Hyperliquid’s native token, HYPE, is extending its rally as investor demand for the protocol’s exchange-traded products intensifies. Fresh fund flows into the HYPE wrappers are driving rapid accumulation and fueling expectations for potential new catalysts in the ecosystem.

Over the last nine days, inflows into the HYPE ETFs totalled about $89 million, equating to roughly $9.2 million of buying power per day. The combined assets under management (AUM) across Bitwise’s BHYP and 21Shares’s THYP reached the $89 million mark within days of launch, underscoring one of the fastest ETF-accumulation trajectories seen in crypto investment products.

On-chain metrics align with the price and fund-flow story, as Hyperliquid has drawn more than $1.1 billion in net inflows over the past month. In parallel, observers are weighing the implications of a forthcoming Grayscale GHYP product, which could unlock additional demand for HYPE.

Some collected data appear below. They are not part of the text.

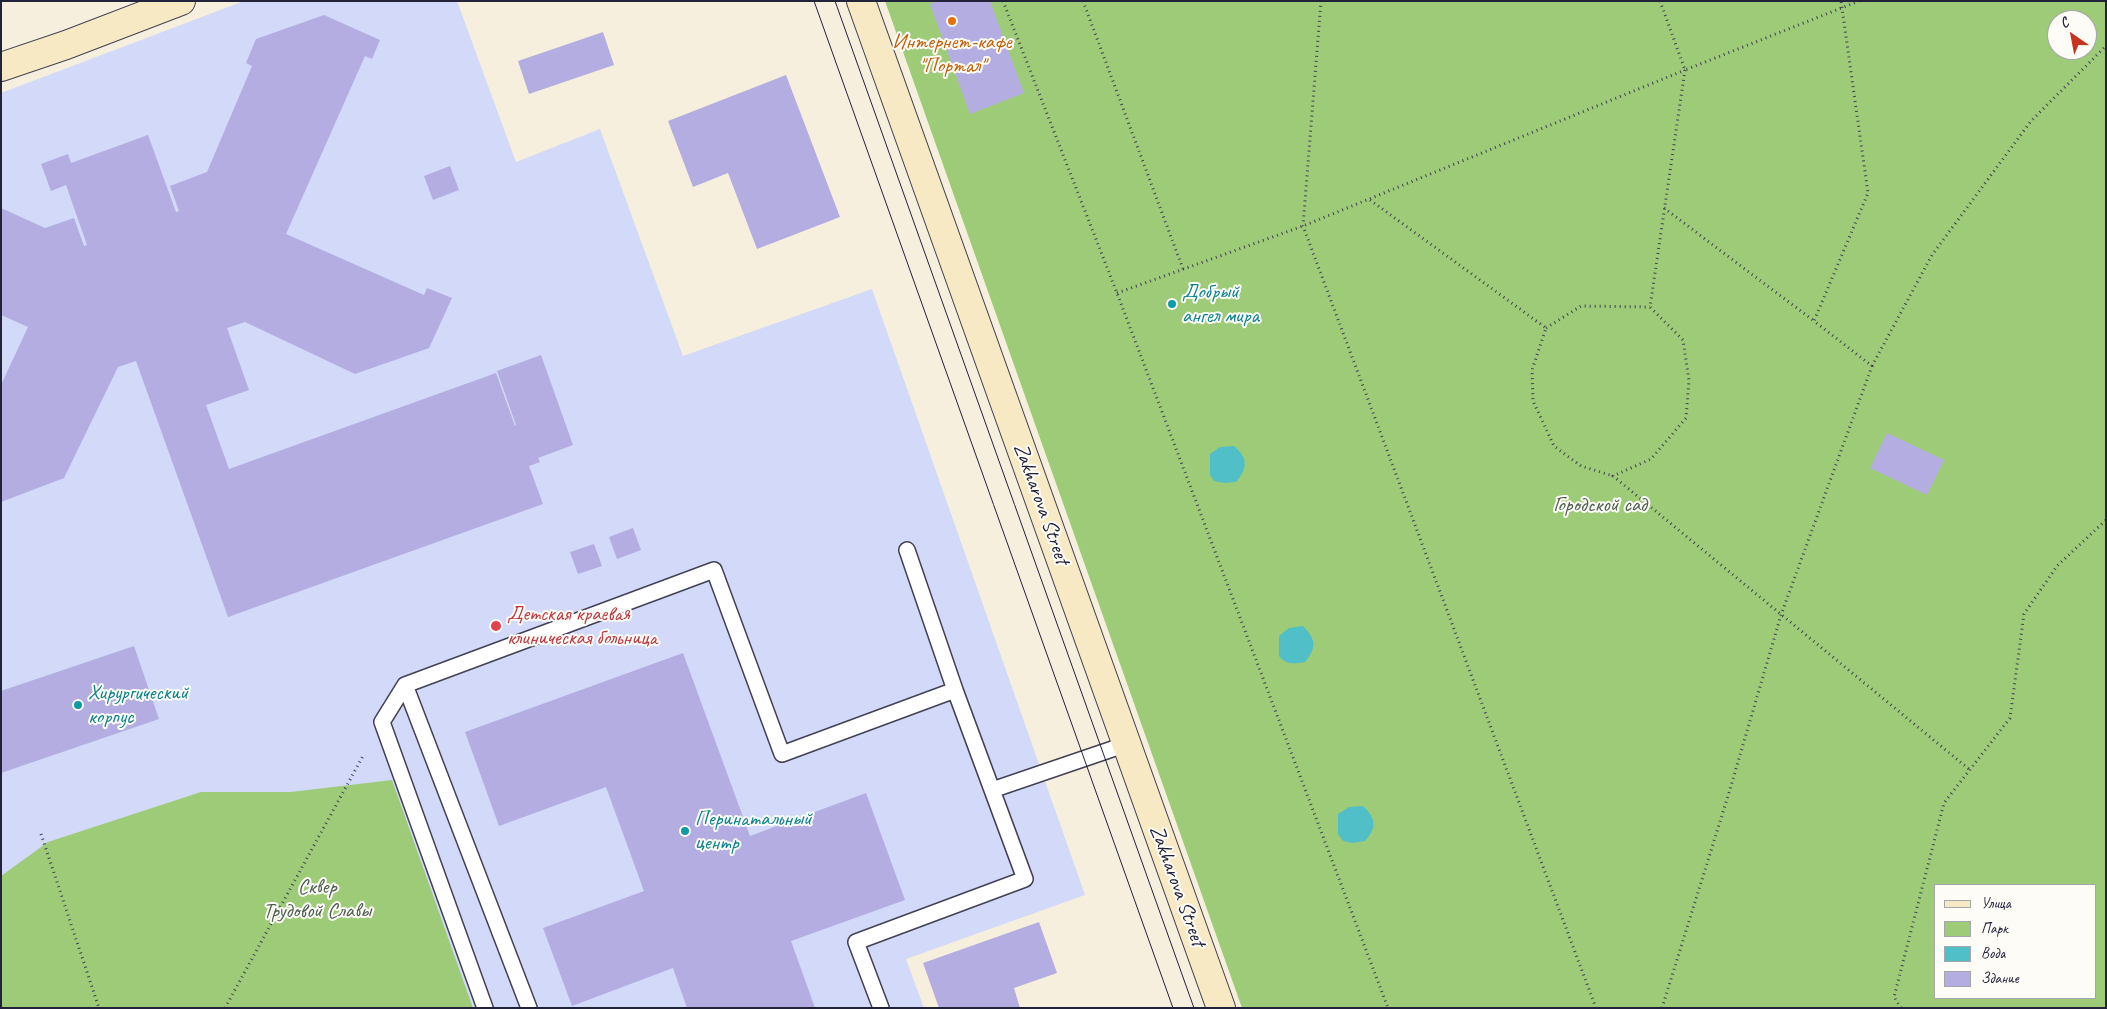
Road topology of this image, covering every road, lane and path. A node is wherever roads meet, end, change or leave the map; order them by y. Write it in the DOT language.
graph roads {
  1 [pos="181,1"];
  2 [pos="862,1"];
  3 [pos="1003,1"];
  4 [pos="1083,1"];
  5 [pos="1321,1"];
  6 [pos="1660,1"];
  7 [pos="1841,1"];
  8 [pos="1859,1"];
  9 [pos="1844,8"];
  10 [pos="2106,46"];
  11 [pos="1,67"];
  12 [pos="1685,70"];
  13 [pos="1369,200"];
  14 [pos="1664,208"];
  15 [pos="1303,226"];
  16 [pos="1183,269"];
  17 [pos="1117,293"];
  18 [pos="1650,307"];
  19 [pos="1814,321"];
  20 [pos="1546,328"];
  21 [pos="1872,366"];
  22 [pos="1612,476"];
  23 [pos="2106,520"];
  24 [pos="907,550"];
  25 [pos="1781,615"];
  26 [pos="405,686"];
  27 [pos="955,690"];
  28 [pos="382,722"];
  29 [pos="1127,744"];
  30 [pos="1970,770"];
  31 [pos="992,790"];
  32 [pos="41,834"];
  33 [pos="99,1008"];
  34 [pos="225,1008"];
  35 [pos="485,1008"];
  36 [pos="529,1008"];
  37 [pos="881,1008"];
  38 [pos="1221,1008"];
  39 [pos="1388,1008"];
  40 [pos="1596,1008"];
  41 [pos="1662,1008"];
  42 [pos="1900,1008"];
  1 -- 11 [label="street"];
  2 -- 29 [label="street, Zakharova Street"];
  3 -- 17 [label="path"];
  4 -- 16 [label="path"];
  5 -- 15 [label="path"];
  6 -- 12 [label="path"];
  7 -- 9 [label="path"];
  8 -- 9 [label="path"];
  9 -- 12 [label="path"];
  9 -- 19 [label="path"];
  10 -- 21 [label="path"];
  12 -- 13 [label="path"];
  12 -- 14 [label="path"];
  13 -- 15 [label="path"];
  13 -- 20 [label="path"];
  14 -- 18 [label="path"];
  14 -- 19 [label="path"];
  15 -- 16 [label="path"];
  15 -- 40 [label="path"];
  16 -- 17 [label="path"];
  17 -- 39 [label="path"];
  18 -- 20 [label="path"];
  18 -- 22 [label="path"];
  19 -- 21 [label="path"];
  20 -- 22 [label="path"];
  21 -- 25 [label="path"];
  22 -- 25 [label="path"];
  23 -- 30 [label="path"];
  24 -- 27 [label="lane"];
  25 -- 30 [label="path"];
  25 -- 41 [label="path"];
  26 -- 27 [label="lane"];
  26 -- 28 [label="lane"];
  26 -- 36 [label="lane"];
  27 -- 31 [label="lane"];
  28 -- 34 [label="path"];
  28 -- 35 [label="lane"];
  29 -- 31 [label="lane"];
  29 -- 38 [label="street, Zakharova Street"];
  30 -- 42 [label="path"];
  31 -- 37 [label="lane"];
  32 -- 33 [label="path"];
}
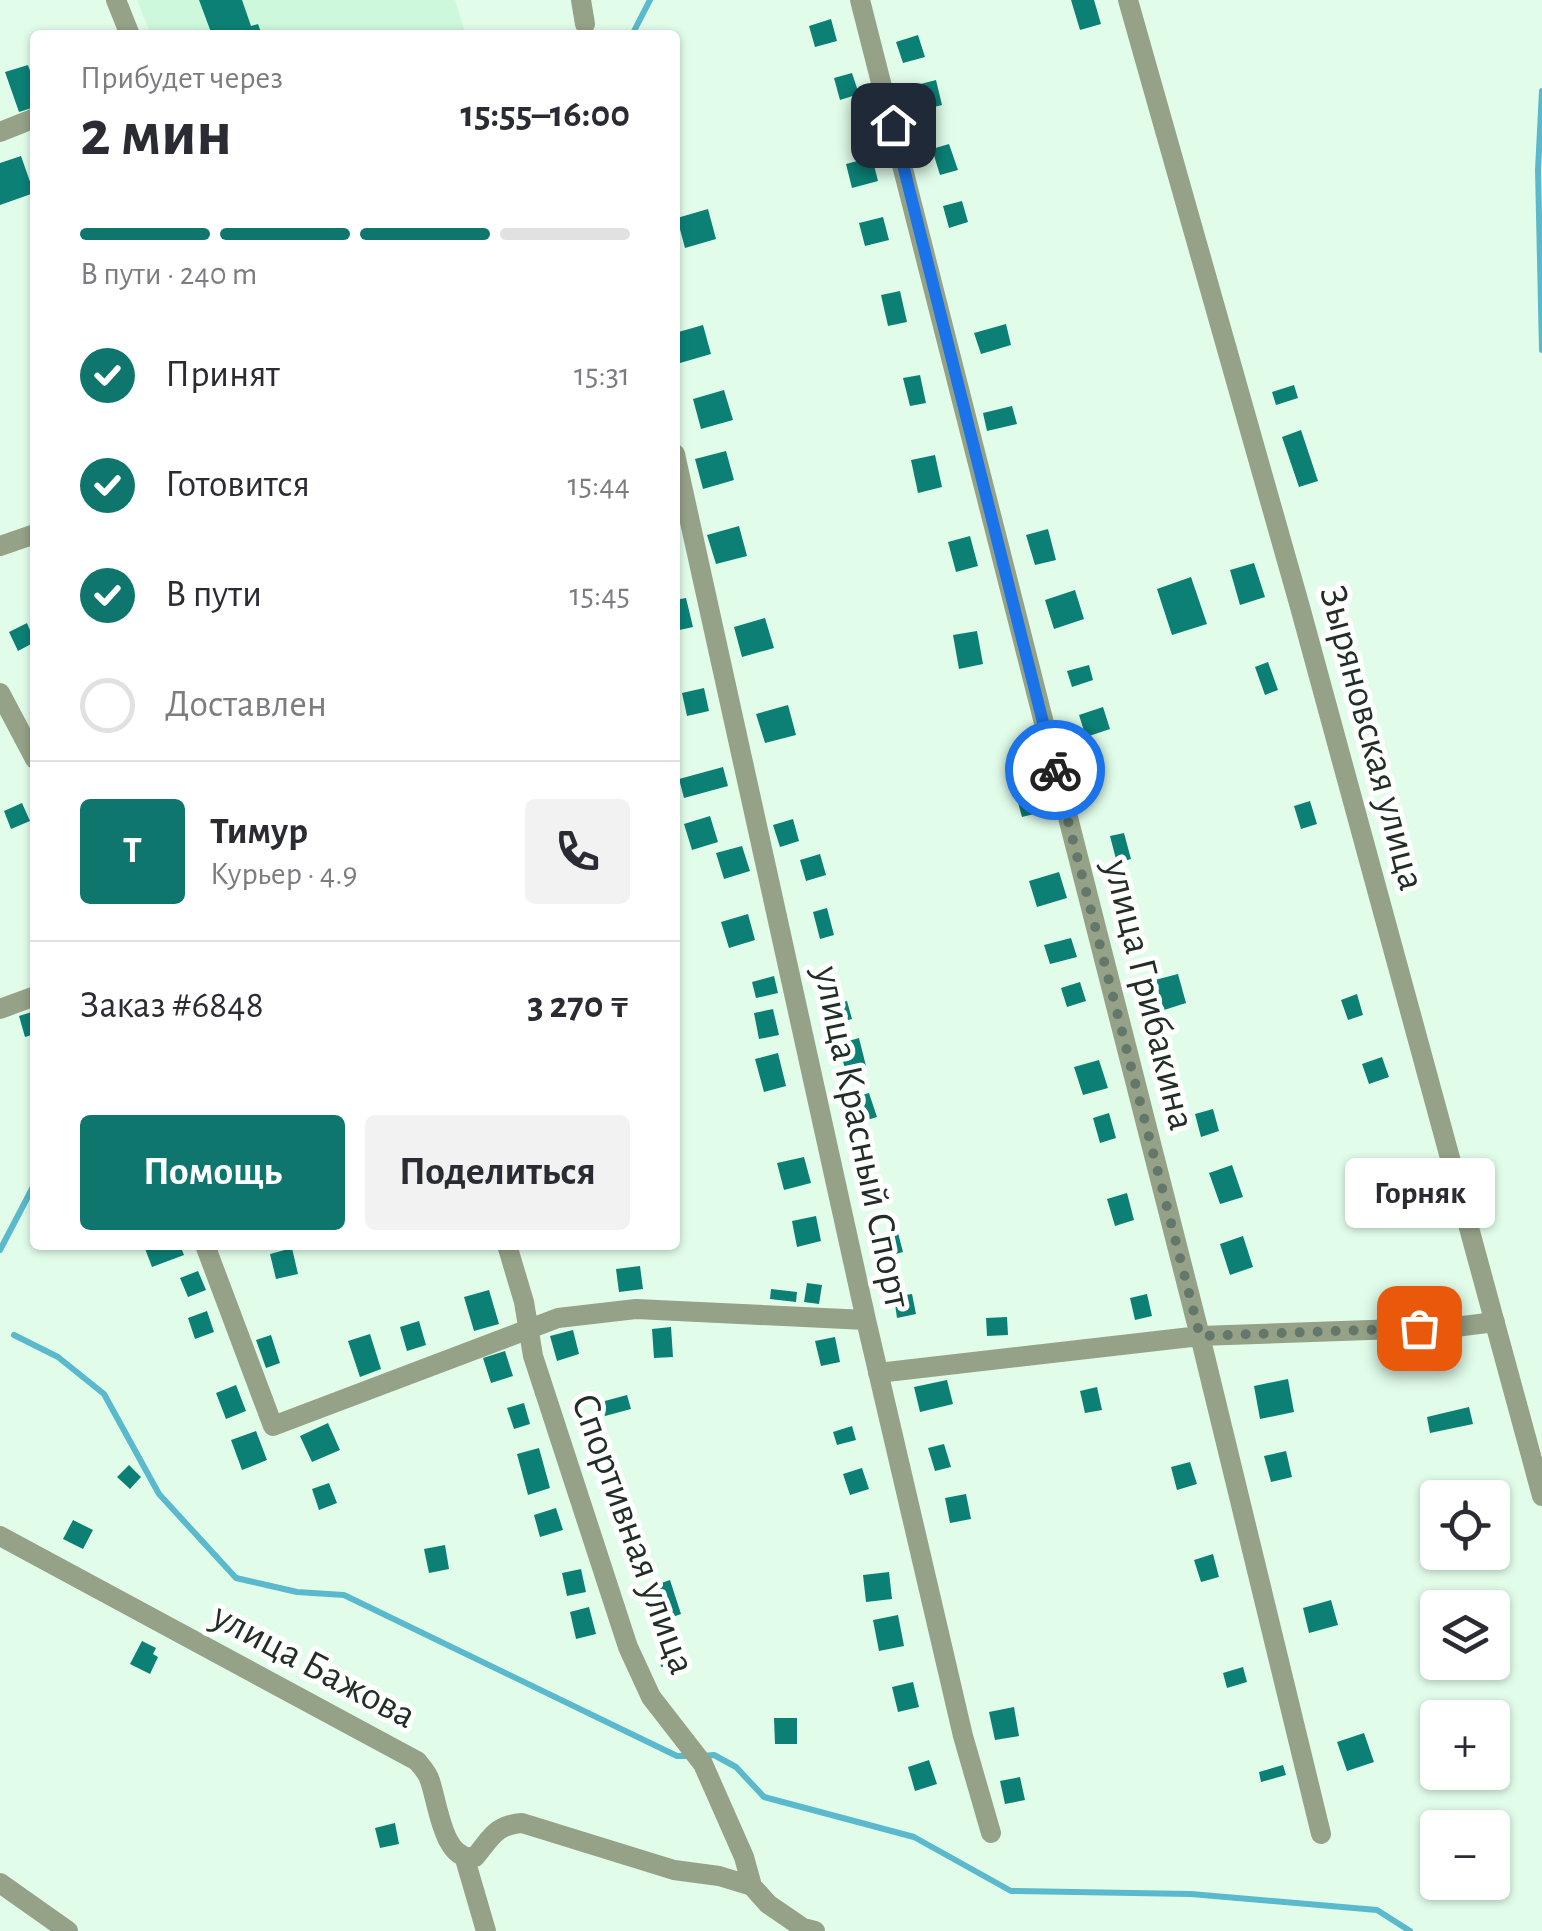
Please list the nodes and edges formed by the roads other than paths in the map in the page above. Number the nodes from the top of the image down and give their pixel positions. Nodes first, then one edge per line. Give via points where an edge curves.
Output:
1 (116, 0) edge
2 (581, 0) edge
3 (860, 0) edge
4 (1128, 0) edge
5 (585, 24) dead end
6 (128, 30) edge
7 (30, 120) edge
8 (0, 132) edge
9 (680, 477) edge
10 (30, 536) edge
11 (0, 546) edge
12 (0, 693) edge
13 (30, 750) edge
14 (30, 998) edge
15 (0, 1008) edge
16 (207, 1250) edge
17 (508, 1250) edge
18 (866, 1320) junction
19 (1496, 1322) junction
20 (530, 1329) junction
21 (1200, 1336) junction
22 (878, 1372) junction
23 (1542, 1496) edge
24 (0, 1536) edge
25 (992, 1832) dead end
26 (1321, 1834) dead end
27 (465, 1858) junction
28 (0, 1884) edge
29 (752, 1886) junction
30 (807, 1930) edge
31 (68, 1931) edge
32 (486, 1931) edge

1 - 6 street
2 - 5 street
3 - 21 street, улица Грибакина
4 - 19 street, Зыряновская улица
7 - 8 street
9 - 18 street, улица Красный Спорт
10 - 11 street
12 - 13 street
14 - 15 street
16 - 20 street via 273,1426
17 - 20 street, Спортивная улица
18 - 20 street via 636,1309 558,1318
18 - 22 street, улица Красный Спорт
19 - 21 street
19 - 23 street, Зыряновская улица
20 - 29 street, Спортивная улица via 533,1356 628,1646 651,1697 699,1757
21 - 22 street
21 - 26 street, улица Грибакина
22 - 25 street, улица Красный Спорт via 963,1736
24 - 27 street, улица Бажова via 417,1761 429,1776 456,1854
27 - 29 street via 475,1856 498,1829 522,1823 674,1870
27 - 32 street, улица Бажова
28 - 31 street
29 - 30 street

HYPE’s supporters point to substantial potential upside if more wrappers come to market. Havoc, a prominent proponent of the token, noted that the forthcoming GHYP could contribute another $8 million to $12 million of daily inflows. He also suggested that, at varying average purchase prices, projected yearly demand could absorb roughly 8% to 33% of HYPE’s circulating supply, depending on market conditions and new supply dynamics.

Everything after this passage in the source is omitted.